Keynote Speakers
INoGS is excited to announce the Keynote Speaker for the upcoming 10th International Conference on Genocide:
Alex Hinton
Alex Hinton is INoGS' esteemed 2024 Lifetime Achievement Award winner, Distinguished Professor of Anthropology, Director of the Center for the Study of Genocide and Human Rights, and UNESCO Chair on Genocide Prevention at Rutgers University. He is the author or editor of seventeen books including the award-winning Why did they Kill? Cambodia in the Shadow of Genocide (California, 2005). His most recent books are It Can Happen Here: White Power and the Rising Threat of Genocide in the US (NYU, 2021), Anthropological Witness: Lessons from the Khmer Rouge Tribunal (Cornell, 2022), and Perpetrators: Encountering Humanity's Dark Side (Stanford, 2023).
Joziléia Kaingang
Joziléia Kaingang is an Indigenous leader of the Kaingang people, an educator, and a researcher, with a strong record in the political organization of Indigenous women in Brazil and in international human rights advocacy. She is one of the leading figures of the National Articulation of Indigenous Women Warriors of Ancestrality (ANMIGA), where she is involved in political coordination and in shaping agendas related to the rights of Indigenous women, the fight against violence, the defense of territories, and the affirmation of traditional knowledge. She is also a member of the Articulation of Indigenous Peoples of Brazil (APIB), participating in national political advocacy processes.
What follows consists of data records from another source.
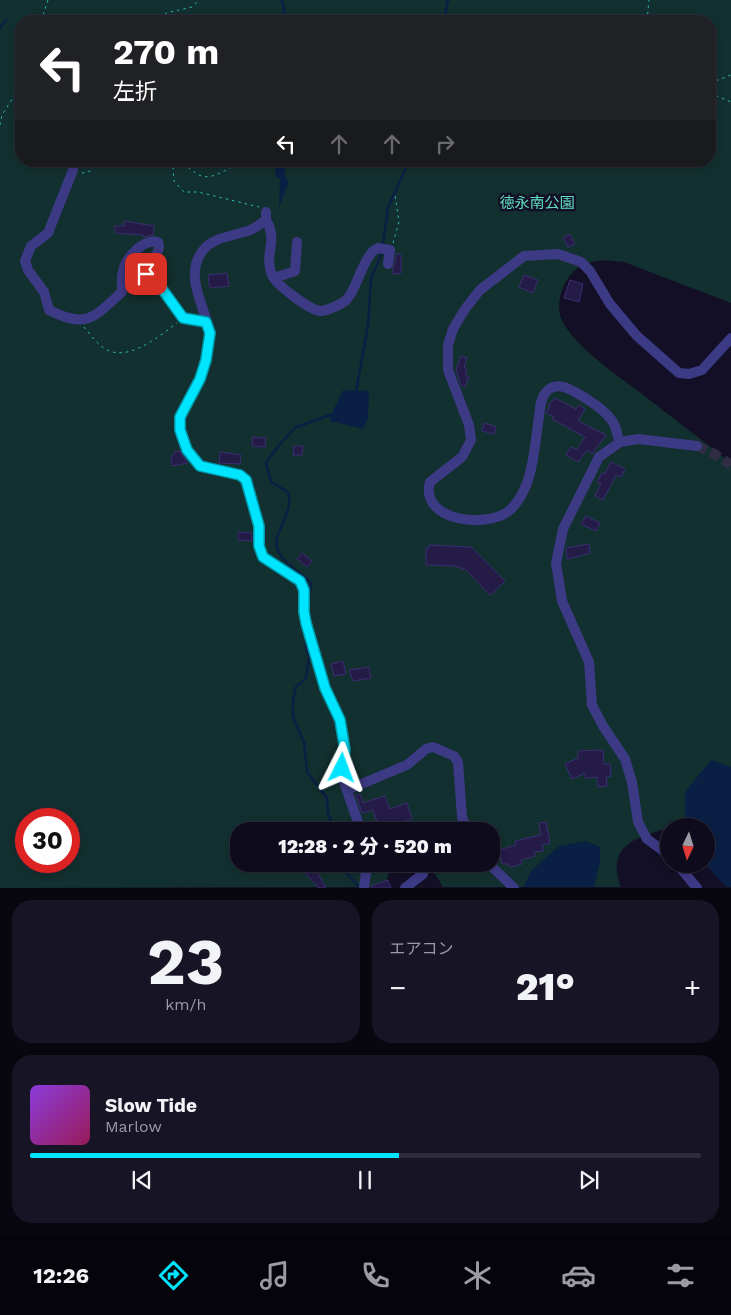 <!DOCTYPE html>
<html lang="ja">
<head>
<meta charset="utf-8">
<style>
  body { margin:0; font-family:"Work Sans","Noto Sans JP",sans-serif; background:#171425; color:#f1f3f6; height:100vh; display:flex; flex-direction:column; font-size:19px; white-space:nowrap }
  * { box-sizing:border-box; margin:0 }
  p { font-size:16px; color:#9b9ba3 }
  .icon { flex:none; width:28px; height:28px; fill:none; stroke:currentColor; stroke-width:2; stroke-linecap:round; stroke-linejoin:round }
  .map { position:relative; height:888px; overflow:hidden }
  .sheet { display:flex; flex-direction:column; gap:12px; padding:12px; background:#08060f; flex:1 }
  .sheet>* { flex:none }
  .top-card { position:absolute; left:15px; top:15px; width:701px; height:152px; border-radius:20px; box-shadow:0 2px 8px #0003,0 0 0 1px #2e2b3b; background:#202124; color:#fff; overflow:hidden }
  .needle { width:32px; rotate:184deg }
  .buttons { position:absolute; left:660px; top:818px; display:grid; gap:10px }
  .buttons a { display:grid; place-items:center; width:55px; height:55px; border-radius:50%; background:#0e0b1c; box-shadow:0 2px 8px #0003,0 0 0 1px #2e2b3b; font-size:25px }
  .speed { position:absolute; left:15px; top:808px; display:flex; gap:10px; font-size:25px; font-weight:700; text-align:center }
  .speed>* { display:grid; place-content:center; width:65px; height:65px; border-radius:50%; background:#0e0b1c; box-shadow:0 2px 8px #0003,0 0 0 1px #2e2b3b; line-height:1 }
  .speed .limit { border:8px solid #d22; background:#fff; color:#111 }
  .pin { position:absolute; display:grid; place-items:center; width:42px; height:42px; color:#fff; margin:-21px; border-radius:10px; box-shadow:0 2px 8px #0006 }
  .me { position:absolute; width:55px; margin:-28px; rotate:3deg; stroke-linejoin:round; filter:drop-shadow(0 0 4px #0008) }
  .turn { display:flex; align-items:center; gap:18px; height:105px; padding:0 15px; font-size:22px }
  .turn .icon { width:65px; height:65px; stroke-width:2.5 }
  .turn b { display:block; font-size:35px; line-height:42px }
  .lanes { display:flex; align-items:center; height:48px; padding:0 15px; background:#0003; justify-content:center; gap:25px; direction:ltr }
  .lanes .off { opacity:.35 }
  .big { font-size:38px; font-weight:800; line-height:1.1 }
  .sheet .tile { flex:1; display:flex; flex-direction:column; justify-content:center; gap:8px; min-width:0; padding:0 18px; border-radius:20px; background:#171425 }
  .sheet .dial { align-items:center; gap:0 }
  .dial b { font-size:65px; line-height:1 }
  .song { display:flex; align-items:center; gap:15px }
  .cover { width:60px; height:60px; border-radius:8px; background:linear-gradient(135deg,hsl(270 70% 55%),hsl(330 70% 35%)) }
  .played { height:5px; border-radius:2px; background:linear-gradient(90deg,#00e5ff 55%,#2e2b3b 55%) }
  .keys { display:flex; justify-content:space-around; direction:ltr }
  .heat { display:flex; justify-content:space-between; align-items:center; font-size:28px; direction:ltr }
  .sheet .tiles { flex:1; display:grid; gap:12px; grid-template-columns:1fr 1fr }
  .tile:last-child { grid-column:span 2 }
  .trip { position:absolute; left:230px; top:822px; width:270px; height:50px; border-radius:20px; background:#0e0b1c; box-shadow:0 2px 8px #0003,0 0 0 1px #2e2b3b; font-weight:800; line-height:50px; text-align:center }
  .tab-bar { display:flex; height:80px; justify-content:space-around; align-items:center; background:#06040b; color:#9b9ba3 }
  .tab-bar .icon { width:35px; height:35px }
  .tab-bar .on { color:#00e5ff }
  .tab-bar b { font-size:22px; color:#f1f3f6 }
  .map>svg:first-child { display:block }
  .green { fill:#12302f; fill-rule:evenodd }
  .water { fill:#0a1f44 }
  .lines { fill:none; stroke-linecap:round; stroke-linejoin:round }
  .stream { stroke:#0a1f44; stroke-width:2.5 }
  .building { fill:#241b47; stroke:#3b2d73 }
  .minor-tunnel { stroke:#312d47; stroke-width:10; stroke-dasharray:10 5; stroke-linecap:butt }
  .path { stroke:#2fb8b0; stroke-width:1; stroke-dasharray:2.5 4; stroke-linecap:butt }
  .minor { stroke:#3d3a85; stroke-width:10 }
  .route-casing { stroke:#0095a6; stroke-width:12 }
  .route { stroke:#00e5ff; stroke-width:9 }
  .labels { text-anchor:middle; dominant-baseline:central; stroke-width:5; stroke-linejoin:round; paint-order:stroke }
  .park-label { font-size:15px; fill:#5fe0c0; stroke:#130f26 }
</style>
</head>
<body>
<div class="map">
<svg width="731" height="888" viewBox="0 0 731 888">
  <rect width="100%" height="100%" fill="#130f26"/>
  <path class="green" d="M 0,0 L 731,0 L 731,303 L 624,262 C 601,259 581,258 567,280 C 560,290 556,309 562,320 C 574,346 614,373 637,390 C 668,414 700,439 731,463 L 731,795 C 713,807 692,826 669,826 L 669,828 C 636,837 605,846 621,887 L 443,887 L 429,864 L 491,864 L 491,831 L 239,831 L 239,864 L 391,864 L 385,887 L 0,888 ZM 21,21 L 710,21 L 710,161 L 21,161 ZM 26,819 L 69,819 L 69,861 L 26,861 Z"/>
  <path class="water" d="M 277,161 L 285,161 L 285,177 L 289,182 L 279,207 L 280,179 L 275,175 Z
    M 343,390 L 369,391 L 368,419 L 363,429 L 330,421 C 330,412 340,400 343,390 Z
    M 711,760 L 731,767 L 731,887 L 726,887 L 705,864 L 706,826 L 685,826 L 685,792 Z
    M 586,841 L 600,847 L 600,862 L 594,887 L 524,887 L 531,871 L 559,846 Z"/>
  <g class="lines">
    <path class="stream" d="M 282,0 L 284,9 L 282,21
      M 444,21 L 448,0
      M 0,28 L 6,20
      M 383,245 L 388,208 L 409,161
      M 356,391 L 368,325 L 371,279 L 383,251
      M 308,604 L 311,583 C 301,573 285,565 278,551 C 270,534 295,515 288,492 L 271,482 L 266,463 L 279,445 L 296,427 L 330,415
      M 306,645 L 309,658 L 306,678 L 296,687 L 293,700 L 293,717 L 304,742 L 307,772 L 327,798 L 328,814 L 335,831
      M 339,864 L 358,886"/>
  </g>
  <path class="building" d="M 124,221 L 154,226 L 153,235 L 143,237 L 143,235 L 115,233 L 115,226 L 124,226 Z
    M 570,234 L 575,244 L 568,247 L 563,238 Z
    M 397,253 L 401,255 L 401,273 L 392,274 Z
    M 227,273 L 229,286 L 210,288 L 208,275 Z
    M 524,275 L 538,280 L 533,293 L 519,287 Z
    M 570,280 L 583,284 L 579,302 L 564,298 Z
    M 461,356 L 467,358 L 464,367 L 466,368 L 466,376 L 469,377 L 465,387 L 461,385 L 456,370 Z
    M 555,398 L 576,409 L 579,405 L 585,409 L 578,421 L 606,435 L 592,454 L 587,450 L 578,462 L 566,455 L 571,447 L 577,450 L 585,437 L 552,419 L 554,417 L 546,413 L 550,406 L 548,405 Z
    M 484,423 L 496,427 L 494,434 L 482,431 Z
    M 253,437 L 266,438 L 265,447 L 252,446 Z
    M 294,446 L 303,446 L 302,455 L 293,455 Z
    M 180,451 L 187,463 L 172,466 L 171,458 L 175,452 Z
    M 220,452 L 241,455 L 240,464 L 219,463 Z
    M 611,462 L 625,469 L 621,477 L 616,475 L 603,500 L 595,496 L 601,484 L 597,482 L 602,473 L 605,474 Z
    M 586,516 L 600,523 L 596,531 L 581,524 Z
    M 238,532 L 252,533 L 252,541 L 238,540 Z
    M 589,544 L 590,553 L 567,559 L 566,548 Z
    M 429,545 L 471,547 L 505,581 L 490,595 L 466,570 L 455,566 L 426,565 L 426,548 L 429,548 Z
    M 302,553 L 312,561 L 307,567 L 297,559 Z
    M 343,661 L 346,674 L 334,676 L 331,664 Z
    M 369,667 L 371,678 L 353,681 L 349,670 Z
    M 603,750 L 604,764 L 610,764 L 611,776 L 606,777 L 607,786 L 598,787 L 597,777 L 585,778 L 585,773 L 572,779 L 565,764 L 578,758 L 578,751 Z
    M 360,794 L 363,803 L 385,796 L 390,809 L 407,803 L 412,819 L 383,829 L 383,826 L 379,828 L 373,810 L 362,813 L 356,795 Z
    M 546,822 L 550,843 L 542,845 L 543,851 L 534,852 L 535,856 L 521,860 L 522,864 L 510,867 L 509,864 L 502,864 L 499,850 L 516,845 L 515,841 L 541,835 L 539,823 Z
    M 411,864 L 424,864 L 410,873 L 406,867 Z
    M 312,869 L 317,872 L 326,888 L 319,888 L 305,873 Z
    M 388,880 L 391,888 L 371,888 L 371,886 Z"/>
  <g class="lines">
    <path class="minor-tunnel" d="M 697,446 L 713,453 L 731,465"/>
    <path class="path" d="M 41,21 L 48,0
      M 164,21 L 166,13 L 192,7 L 199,0
      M 647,21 L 649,0
      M 710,83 L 731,75
      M 710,93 L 731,102
      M 0,125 L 2,115 L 21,85
      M 21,143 L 19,145 L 19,155 L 21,157
      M 55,161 L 64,166
      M 243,161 C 231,166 212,182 199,175 C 191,171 188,165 179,163 L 173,168 L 174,181 L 184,192 L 198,192 L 259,207
      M 82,173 L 89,172 L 94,161
      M 393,243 L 399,222 L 395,195
      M 84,327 C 89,333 94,340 100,345 C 123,367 158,337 177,323"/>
    <path class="minor" d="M 73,170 L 48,233 L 31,246 L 25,261 L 28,270 L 44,292 L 49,310 C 87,330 95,316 122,292 C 122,285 121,277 123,271 C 126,257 144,238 158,242 C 163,257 144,260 146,274 L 160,286 L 183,318 L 206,322
      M 266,212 L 266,220 C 261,223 256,228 250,230 C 233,237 210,236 200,255 C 183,283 213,316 209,344 C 208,356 204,370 199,381 C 185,407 172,421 187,451 C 199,475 229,465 246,480 L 259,526 L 259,546 L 263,557 L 301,581 L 304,590 L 304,612 L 306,623 L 325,688 L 340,720 L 345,750 L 342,776 L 361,831
      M 266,220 C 279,241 263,254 272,275 C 276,285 310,310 320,311 C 326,311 340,305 345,301 C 356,292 361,263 373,251 L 378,248 L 390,250 L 388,264
      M 274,278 L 295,271 L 297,242
      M 620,442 C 617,436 617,430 614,424 C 607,411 587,398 573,391 C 564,386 554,383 546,392 C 540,399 540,409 539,417 C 534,447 534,488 510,510 C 489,529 419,522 430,482 L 462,457 L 471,440 L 469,425 L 448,370 L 448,345 L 453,329 L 465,309 L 480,290 L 524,256 L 558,254 L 581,262 L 590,271 L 610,304 L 637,336 L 679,373 L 689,374 L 702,370 L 731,338
      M 347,790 L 407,765 L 426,749 L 433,747 L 454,756 L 458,762 L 462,817 L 467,831
      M 669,855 L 647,839 L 638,822 L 632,782 L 625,759 L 603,726 L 592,705 L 589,662 L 562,601 L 556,563 L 563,529 L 599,457 L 620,442 L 638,439 L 697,446
      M 489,864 L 514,888
      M 677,864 L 697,888
      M 364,888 L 367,864
      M 405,888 L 423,874"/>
  </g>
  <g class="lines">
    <defs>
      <path id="route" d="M 146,274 L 160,286 L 183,318 L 206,322 L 210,333 L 206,360 L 200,379 L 180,417 L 180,430 L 187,450 L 200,466 L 240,475 L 246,480 L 259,526 L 259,546 L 263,557 L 300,581 L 304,590 L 304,612 L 306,623 L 325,688 L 340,720 L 345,750 L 342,768"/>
    </defs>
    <use href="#route" class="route-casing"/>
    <use href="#route" class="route"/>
  </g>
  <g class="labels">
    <g class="park-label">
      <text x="537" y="203">徳永南公園</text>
    </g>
  </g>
</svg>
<div class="buttons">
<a><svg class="needle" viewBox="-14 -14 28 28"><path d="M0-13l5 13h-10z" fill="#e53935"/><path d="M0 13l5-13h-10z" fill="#9b9ba3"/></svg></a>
</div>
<div class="speed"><div class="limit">30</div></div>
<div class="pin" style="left:146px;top:274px;background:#d93025"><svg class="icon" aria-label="arrive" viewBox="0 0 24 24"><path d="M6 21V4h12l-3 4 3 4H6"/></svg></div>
<svg class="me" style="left:342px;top:768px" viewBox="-20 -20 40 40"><path d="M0-17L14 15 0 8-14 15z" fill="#00e5ff" stroke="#fff" stroke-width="4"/></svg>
<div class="trip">12:28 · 2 分 · 520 m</div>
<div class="top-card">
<div class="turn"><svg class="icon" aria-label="left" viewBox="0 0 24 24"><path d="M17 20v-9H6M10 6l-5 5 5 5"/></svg><div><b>270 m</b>左折</div></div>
<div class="lanes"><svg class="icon" aria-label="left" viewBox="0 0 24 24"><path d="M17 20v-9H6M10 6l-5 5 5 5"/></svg><svg class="icon off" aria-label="ahead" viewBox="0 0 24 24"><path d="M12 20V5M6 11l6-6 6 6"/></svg><svg class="icon off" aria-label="ahead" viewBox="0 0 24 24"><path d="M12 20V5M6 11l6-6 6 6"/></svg><svg class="icon off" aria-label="right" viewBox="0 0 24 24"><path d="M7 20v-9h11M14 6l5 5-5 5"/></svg></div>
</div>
</div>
<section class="sheet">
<div class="tiles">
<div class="tile dial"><b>23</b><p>km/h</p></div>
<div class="tile"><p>エアコン</p>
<div class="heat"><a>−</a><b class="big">21°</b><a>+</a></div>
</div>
<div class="tile">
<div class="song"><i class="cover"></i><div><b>Slow Tide</b><p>Marlow</p></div></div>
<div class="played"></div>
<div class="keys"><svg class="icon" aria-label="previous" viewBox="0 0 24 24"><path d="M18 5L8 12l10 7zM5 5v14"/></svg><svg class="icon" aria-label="pause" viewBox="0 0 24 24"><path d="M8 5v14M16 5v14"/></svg><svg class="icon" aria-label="next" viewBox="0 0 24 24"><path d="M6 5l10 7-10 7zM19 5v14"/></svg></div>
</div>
</div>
</section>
<nav class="tab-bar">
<b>12:26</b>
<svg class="icon on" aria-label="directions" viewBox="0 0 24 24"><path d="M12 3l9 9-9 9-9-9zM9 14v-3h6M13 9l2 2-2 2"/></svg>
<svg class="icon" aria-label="music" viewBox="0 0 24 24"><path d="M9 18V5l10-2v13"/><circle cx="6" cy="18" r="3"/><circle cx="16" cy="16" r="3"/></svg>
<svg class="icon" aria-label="phone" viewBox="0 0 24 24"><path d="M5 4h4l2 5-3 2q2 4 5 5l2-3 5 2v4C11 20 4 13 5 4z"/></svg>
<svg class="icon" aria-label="climate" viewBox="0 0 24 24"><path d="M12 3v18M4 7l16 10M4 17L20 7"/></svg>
<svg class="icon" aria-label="car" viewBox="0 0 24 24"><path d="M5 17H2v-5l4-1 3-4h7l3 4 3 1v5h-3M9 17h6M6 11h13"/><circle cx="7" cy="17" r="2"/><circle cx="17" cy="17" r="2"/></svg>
<svg class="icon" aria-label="filters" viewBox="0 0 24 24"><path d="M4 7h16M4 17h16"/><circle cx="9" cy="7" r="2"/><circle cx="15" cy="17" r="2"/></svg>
</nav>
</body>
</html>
She acts as an Indigenous representative in United Nations bodies and forums dedicated to the rights of Indigenous Peoples.
Edson Teles
Edson Teles is a researcher and professor and a member of the Center for Forensic Anthropology and Archaeology (CAAF) at the Universidade Federal de São Paulo, where he is directly involved in the coordination and technical-scientific oversight of investigations into enforced disappearances and deaths resulting from state violence. Within the CAAF, he is responsible for the work related to the Perus Clandestine Mass Grave in São Paulo, including documentary research, institutional coordination, engagement with victims’ families, and the monitoring of exhumation, analysis, and identification of human remains. He is also responsible for investigations conducted by the CAAF in Petrópolis, Rio de Janeiro, concerning deaths and disappearances associated with the 2022 floods, with a focus on the analysis of state protocols for body management, victim identification, and the production of technical inputs for public authorities and oversight bodies.